Collected data:
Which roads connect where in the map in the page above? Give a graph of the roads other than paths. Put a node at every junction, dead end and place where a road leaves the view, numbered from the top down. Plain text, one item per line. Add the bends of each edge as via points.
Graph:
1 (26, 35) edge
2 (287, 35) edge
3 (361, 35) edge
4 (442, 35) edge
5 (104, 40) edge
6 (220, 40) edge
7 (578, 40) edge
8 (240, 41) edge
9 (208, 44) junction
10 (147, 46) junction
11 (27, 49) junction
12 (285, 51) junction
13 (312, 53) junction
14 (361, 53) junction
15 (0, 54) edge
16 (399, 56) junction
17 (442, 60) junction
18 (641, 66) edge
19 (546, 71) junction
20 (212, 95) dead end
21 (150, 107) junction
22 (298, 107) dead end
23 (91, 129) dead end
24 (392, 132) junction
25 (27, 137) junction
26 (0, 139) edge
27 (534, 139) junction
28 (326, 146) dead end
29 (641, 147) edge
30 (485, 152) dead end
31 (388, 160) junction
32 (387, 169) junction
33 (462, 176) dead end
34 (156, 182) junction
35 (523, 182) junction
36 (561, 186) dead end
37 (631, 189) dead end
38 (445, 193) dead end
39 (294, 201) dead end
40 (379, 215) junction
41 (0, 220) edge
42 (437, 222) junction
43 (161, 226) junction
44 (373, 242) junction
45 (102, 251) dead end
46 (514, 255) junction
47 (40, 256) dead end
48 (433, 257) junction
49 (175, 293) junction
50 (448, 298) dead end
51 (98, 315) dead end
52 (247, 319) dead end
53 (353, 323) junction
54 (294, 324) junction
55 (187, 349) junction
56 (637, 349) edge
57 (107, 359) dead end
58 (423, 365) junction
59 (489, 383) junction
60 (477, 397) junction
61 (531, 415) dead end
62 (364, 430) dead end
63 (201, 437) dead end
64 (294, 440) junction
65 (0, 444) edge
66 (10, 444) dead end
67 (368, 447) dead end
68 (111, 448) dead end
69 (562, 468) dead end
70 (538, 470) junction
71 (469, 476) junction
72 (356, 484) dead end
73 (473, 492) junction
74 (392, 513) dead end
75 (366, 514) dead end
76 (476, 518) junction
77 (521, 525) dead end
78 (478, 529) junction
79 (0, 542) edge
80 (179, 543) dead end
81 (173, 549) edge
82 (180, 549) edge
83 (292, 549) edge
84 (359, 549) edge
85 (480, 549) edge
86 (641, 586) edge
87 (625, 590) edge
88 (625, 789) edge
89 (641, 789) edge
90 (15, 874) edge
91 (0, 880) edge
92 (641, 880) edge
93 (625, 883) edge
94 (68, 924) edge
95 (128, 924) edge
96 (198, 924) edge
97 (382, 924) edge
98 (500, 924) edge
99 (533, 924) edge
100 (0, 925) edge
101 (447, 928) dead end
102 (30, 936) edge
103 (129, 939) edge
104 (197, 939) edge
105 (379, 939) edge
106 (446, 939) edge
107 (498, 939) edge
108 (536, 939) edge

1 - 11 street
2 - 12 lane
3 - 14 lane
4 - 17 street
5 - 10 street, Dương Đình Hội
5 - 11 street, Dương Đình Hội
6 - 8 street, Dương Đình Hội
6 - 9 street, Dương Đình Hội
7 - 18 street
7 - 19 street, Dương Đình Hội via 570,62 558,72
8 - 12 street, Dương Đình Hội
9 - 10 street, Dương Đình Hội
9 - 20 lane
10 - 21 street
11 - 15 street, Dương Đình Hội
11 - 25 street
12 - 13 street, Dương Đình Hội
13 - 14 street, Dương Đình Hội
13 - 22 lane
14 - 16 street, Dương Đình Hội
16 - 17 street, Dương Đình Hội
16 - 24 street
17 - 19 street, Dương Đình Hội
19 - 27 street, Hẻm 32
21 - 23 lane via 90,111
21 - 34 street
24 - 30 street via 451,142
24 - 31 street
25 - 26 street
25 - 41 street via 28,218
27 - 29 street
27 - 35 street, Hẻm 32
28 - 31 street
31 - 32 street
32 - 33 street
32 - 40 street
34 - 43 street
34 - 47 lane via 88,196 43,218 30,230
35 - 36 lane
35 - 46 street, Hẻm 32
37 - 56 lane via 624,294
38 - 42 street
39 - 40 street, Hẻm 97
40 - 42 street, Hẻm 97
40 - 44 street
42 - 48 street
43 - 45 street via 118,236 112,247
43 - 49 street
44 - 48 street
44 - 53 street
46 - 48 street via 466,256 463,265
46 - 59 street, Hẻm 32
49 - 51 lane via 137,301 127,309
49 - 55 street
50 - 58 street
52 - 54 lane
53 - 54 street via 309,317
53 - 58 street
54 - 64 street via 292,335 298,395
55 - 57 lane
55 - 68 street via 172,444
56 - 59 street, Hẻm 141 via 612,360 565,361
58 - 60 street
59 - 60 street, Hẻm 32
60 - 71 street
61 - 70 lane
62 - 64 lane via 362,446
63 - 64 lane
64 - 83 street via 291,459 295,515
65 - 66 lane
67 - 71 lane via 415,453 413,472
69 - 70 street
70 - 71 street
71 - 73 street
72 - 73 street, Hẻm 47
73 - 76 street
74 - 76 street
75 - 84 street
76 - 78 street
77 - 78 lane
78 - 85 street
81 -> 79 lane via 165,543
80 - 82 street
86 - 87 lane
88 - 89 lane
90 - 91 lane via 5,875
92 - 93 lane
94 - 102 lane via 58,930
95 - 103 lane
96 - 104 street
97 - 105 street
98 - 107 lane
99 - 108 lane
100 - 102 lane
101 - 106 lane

◆ YOUR TASK
Without omitting anything, reproduce the whole of the data.

◆ WRITTEN RESPONSE
Which roads connect where in the map in the page above? Give a graph of the roads other than paths. Put a node at every junction, dead end and place where a road leaves the view, numbered from the top down. Plain text, one item per line. Add the bends of each edge as via points.
Graph:
1 (26, 35) edge
2 (287, 35) edge
3 (361, 35) edge
4 (442, 35) edge
5 (104, 40) edge
6 (220, 40) edge
7 (578, 40) edge
8 (240, 41) edge
9 (208, 44) junction
10 (147, 46) junction
11 (27, 49) junction
12 (285, 51) junction
13 (312, 53) junction
14 (361, 53) junction
15 (0, 54) edge
16 (399, 56) junction
17 (442, 60) junction
18 (641, 66) edge
19 (546, 71) junction
20 (212, 95) dead end
21 (150, 107) junction
22 (298, 107) dead end
23 (91, 129) dead end
24 (392, 132) junction
25 (27, 137) junction
26 (0, 139) edge
27 (534, 139) junction
28 (326, 146) dead end
29 (641, 147) edge
30 (485, 152) dead end
31 (388, 160) junction
32 (387, 169) junction
33 (462, 176) dead end
34 (156, 182) junction
35 (523, 182) junction
36 (561, 186) dead end
37 (631, 189) dead end
38 (445, 193) dead end
39 (294, 201) dead end
40 (379, 215) junction
41 (0, 220) edge
42 (437, 222) junction
43 (161, 226) junction
44 (373, 242) junction
45 (102, 251) dead end
46 (514, 255) junction
47 (40, 256) dead end
48 (433, 257) junction
49 (175, 293) junction
50 (448, 298) dead end
51 (98, 315) dead end
52 (247, 319) dead end
53 (353, 323) junction
54 (294, 324) junction
55 (187, 349) junction
56 (637, 349) edge
57 (107, 359) dead end
58 (423, 365) junction
59 (489, 383) junction
60 (477, 397) junction
61 (531, 415) dead end
62 (364, 430) dead end
63 (201, 437) dead end
64 (294, 440) junction
65 (0, 444) edge
66 (10, 444) dead end
67 (368, 447) dead end
68 (111, 448) dead end
69 (562, 468) dead end
70 (538, 470) junction
71 (469, 476) junction
72 (356, 484) dead end
73 (473, 492) junction
74 (392, 513) dead end
75 (366, 514) dead end
76 (476, 518) junction
77 (521, 525) dead end
78 (478, 529) junction
79 (0, 542) edge
80 (179, 543) dead end
81 (173, 549) edge
82 (180, 549) edge
83 (292, 549) edge
84 (359, 549) edge
85 (480, 549) edge
86 (641, 586) edge
87 (625, 590) edge
88 (625, 789) edge
89 (641, 789) edge
90 (15, 874) edge
91 (0, 880) edge
92 (641, 880) edge
93 (625, 883) edge
94 (68, 924) edge
95 (128, 924) edge
96 (198, 924) edge
97 (382, 924) edge
98 (500, 924) edge
99 (533, 924) edge
100 (0, 925) edge
101 (447, 928) dead end
102 (30, 936) edge
103 (129, 939) edge
104 (197, 939) edge
105 (379, 939) edge
106 (446, 939) edge
107 (498, 939) edge
108 (536, 939) edge

1 - 11 street
2 - 12 lane
3 - 14 lane
4 - 17 street
5 - 10 street, Dương Đình Hội
5 - 11 street, Dương Đình Hội
6 - 8 street, Dương Đình Hội
6 - 9 street, Dương Đình Hội
7 - 18 street
7 - 19 street, Dương Đình Hội via 570,62 558,72
8 - 12 street, Dương Đình Hội
9 - 10 street, Dương Đình Hội
9 - 20 lane
10 - 21 street
11 - 15 street, Dương Đình Hội
11 - 25 street
12 - 13 street, Dương Đình Hội
13 - 14 street, Dương Đình Hội
13 - 22 lane
14 - 16 street, Dương Đình Hội
16 - 17 street, Dương Đình Hội
16 - 24 street
17 - 19 street, Dương Đình Hội
19 - 27 street, Hẻm 32
21 - 23 lane via 90,111
21 - 34 street
24 - 30 street via 451,142
24 - 31 street
25 - 26 street
25 - 41 street via 28,218
27 - 29 street
27 - 35 street, Hẻm 32
28 - 31 street
31 - 32 street
32 - 33 street
32 - 40 street
34 - 43 street
34 - 47 lane via 88,196 43,218 30,230
35 - 36 lane
35 - 46 street, Hẻm 32
37 - 56 lane via 624,294
38 - 42 street
39 - 40 street, Hẻm 97
40 - 42 street, Hẻm 97
40 - 44 street
42 - 48 street
43 - 45 street via 118,236 112,247
43 - 49 street
44 - 48 street
44 - 53 street
46 - 48 street via 466,256 463,265
46 - 59 street, Hẻm 32
49 - 51 lane via 137,301 127,309
49 - 55 street
50 - 58 street
52 - 54 lane
53 - 54 street via 309,317
53 - 58 street
54 - 64 street via 292,335 298,395
55 - 57 lane
55 - 68 street via 172,444
56 - 59 street, Hẻm 141 via 612,360 565,361
58 - 60 street
59 - 60 street, Hẻm 32
60 - 71 street
61 - 70 lane
62 - 64 lane via 362,446
63 - 64 lane
64 - 83 street via 291,459 295,515
65 - 66 lane
67 - 71 lane via 415,453 413,472
69 - 70 street
70 - 71 street
71 - 73 street
72 - 73 street, Hẻm 47
73 - 76 street
74 - 76 street
75 - 84 street
76 - 78 street
77 - 78 lane
78 - 85 street
81 -> 79 lane via 165,543
80 - 82 street
86 - 87 lane
88 - 89 lane
90 - 91 lane via 5,875
92 - 93 lane
94 - 102 lane via 58,930
95 - 103 lane
96 - 104 street
97 - 105 street
98 - 107 lane
99 - 108 lane
100 - 102 lane
101 - 106 lane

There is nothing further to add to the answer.